Al Hussein hinterliess, wie Sokrates, zwar Schüler, aber keine Schriften. Sein Traum war ein universeller, aber duldsamer Islam, der ein Freund des Fortschrittes und der Zivilisation sei. Noch zu Lebzeiten Husseins, der gewöhnlich nach seinem Geburtsland al Afghani genannt wird, bildete sich in Ägypten die „Feste Vereinigung“, Al Orvatul Woska. Sie beauftragte al Afghani, ein panislamisches Organ in Paris zu gründen. Das geschah. Jetzt aber mischte sich England ein, genau wie es Sept. 1910 heftigen und erfolgreichen Widerstand gegen die Abhaltung eines jungägyptischen Kongresses in Paris ausgeübt hat. Auf britische Veranlassung hin wurde jenes Organ unterdrückt. Dann wurde ein allmohammedanischer Kongress nach Mekka berufen.
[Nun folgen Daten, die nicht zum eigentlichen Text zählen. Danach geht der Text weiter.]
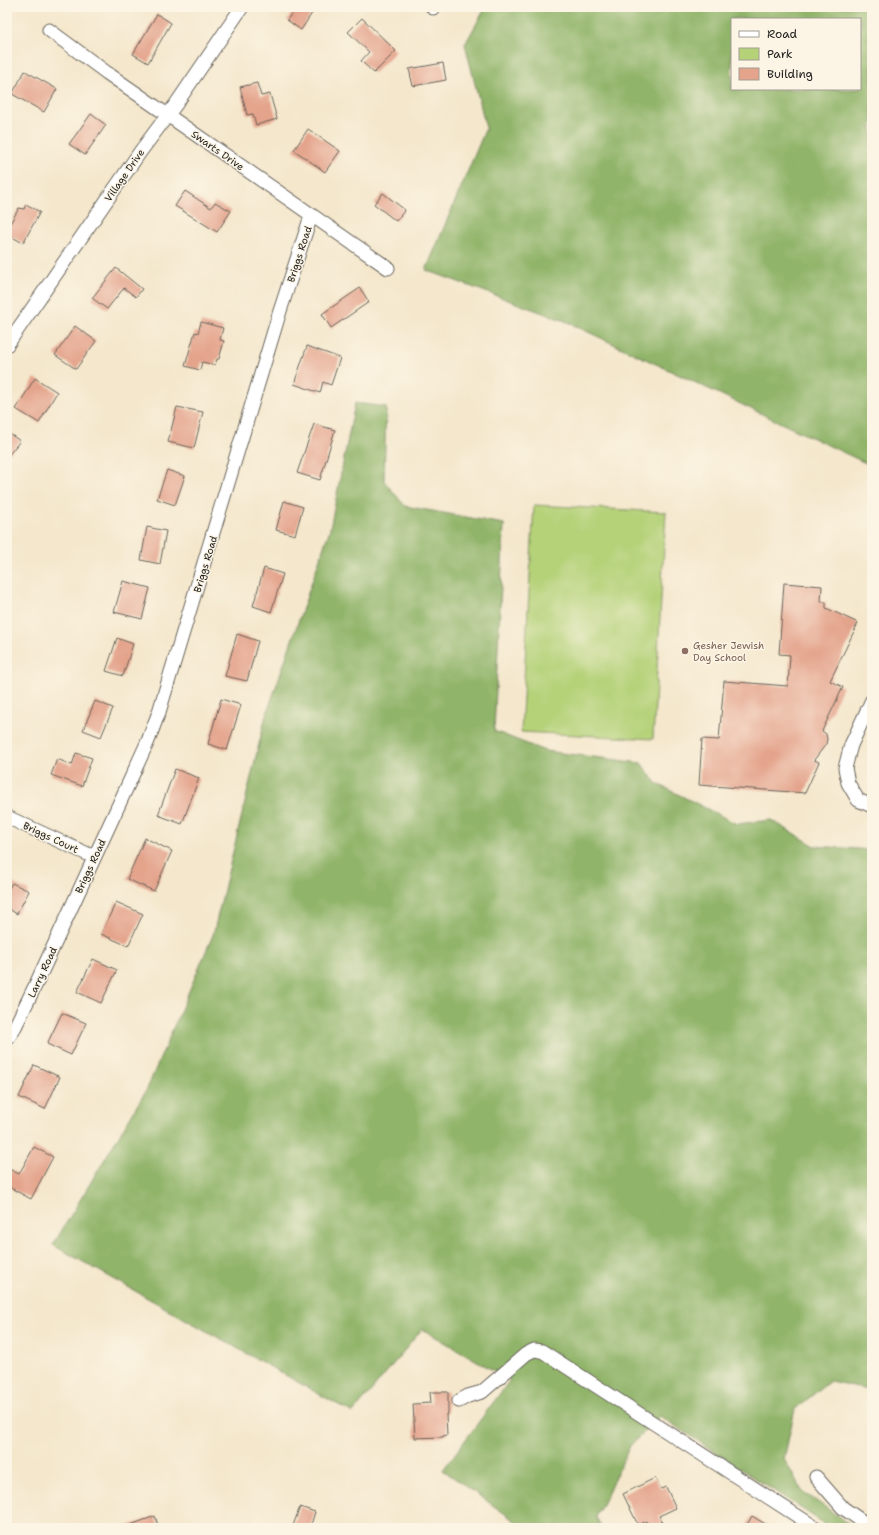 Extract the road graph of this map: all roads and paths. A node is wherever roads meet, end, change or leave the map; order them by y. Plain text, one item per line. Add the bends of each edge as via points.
1 (242, 7) edge
2 (49, 30) dead end
3 (168, 115) junction
4 (311, 216) junction
5 (388, 268) dead end
6 (7, 345) edge
7 (872, 700) edge
8 (872, 806) edge
9 (7, 817) edge
10 (94, 857) junction
11 (74, 903) joint
12 (7, 1039) edge
13 (459, 1401) dead end
14 (816, 1477) dead end
15 (816, 1528) edge
16 (872, 1528) edge

1 - 3 street, Village Drive
2 - 3 street, Swarts Drive
3 - 4 street, Swarts Drive
3 - 6 street, Village Drive
4 - 5 street, Swarts Drive
4 - 10 street, Briggs Road via 159,712
7 - 8 street via 851,746 845,768 848,783 858,800
9 - 10 street, Briggs Court
10 - 11 street, Briggs Road
11 - 12 street, Larry Road via 38,982
13 - 15 street via 482,1392 526,1354 534,1350 542,1351
14 - 16 street via 843,1508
Hiergegen jedoch war Abdul Hamid. Ihm schien der Bund, den er selbst zuerst gefördert hatte, gefährlich zu werden. Er fürchtete, und mit nicht Unrecht, dass ein arabischer Ansturm gegen das türkische Kalifat entstehen könne. Er wollte die Wasser des Panislamismus lieber auf seine eigene Mühle leiten, in der Tat entfaltete er eine ungemeine Tätigkeit in der Richtung. Er sandte zahlreiche Ulema als Apostel aus; er knüpfte Fäden mit den Emiren Turkestans und den Sultanen von Borneo und Waddai; er unterstützte chinesische und malaiische Pilger, die auf der Mekkafahrt nach Konstantinopel kamen, und Theologiestudenten, die aus Südafrika und der Dsungarei herbeieilten. Er unterhielt Spione bei allen auswärtigen moslimischen Höfen, und erhielt regelmässige Berichts von ihnen. Sein Haupttrumpf aber war der Bau der Mekkabahn, zu deren Kosten die Gläubigen der ganzen islamischen Welt viele Millionen beisteuerten.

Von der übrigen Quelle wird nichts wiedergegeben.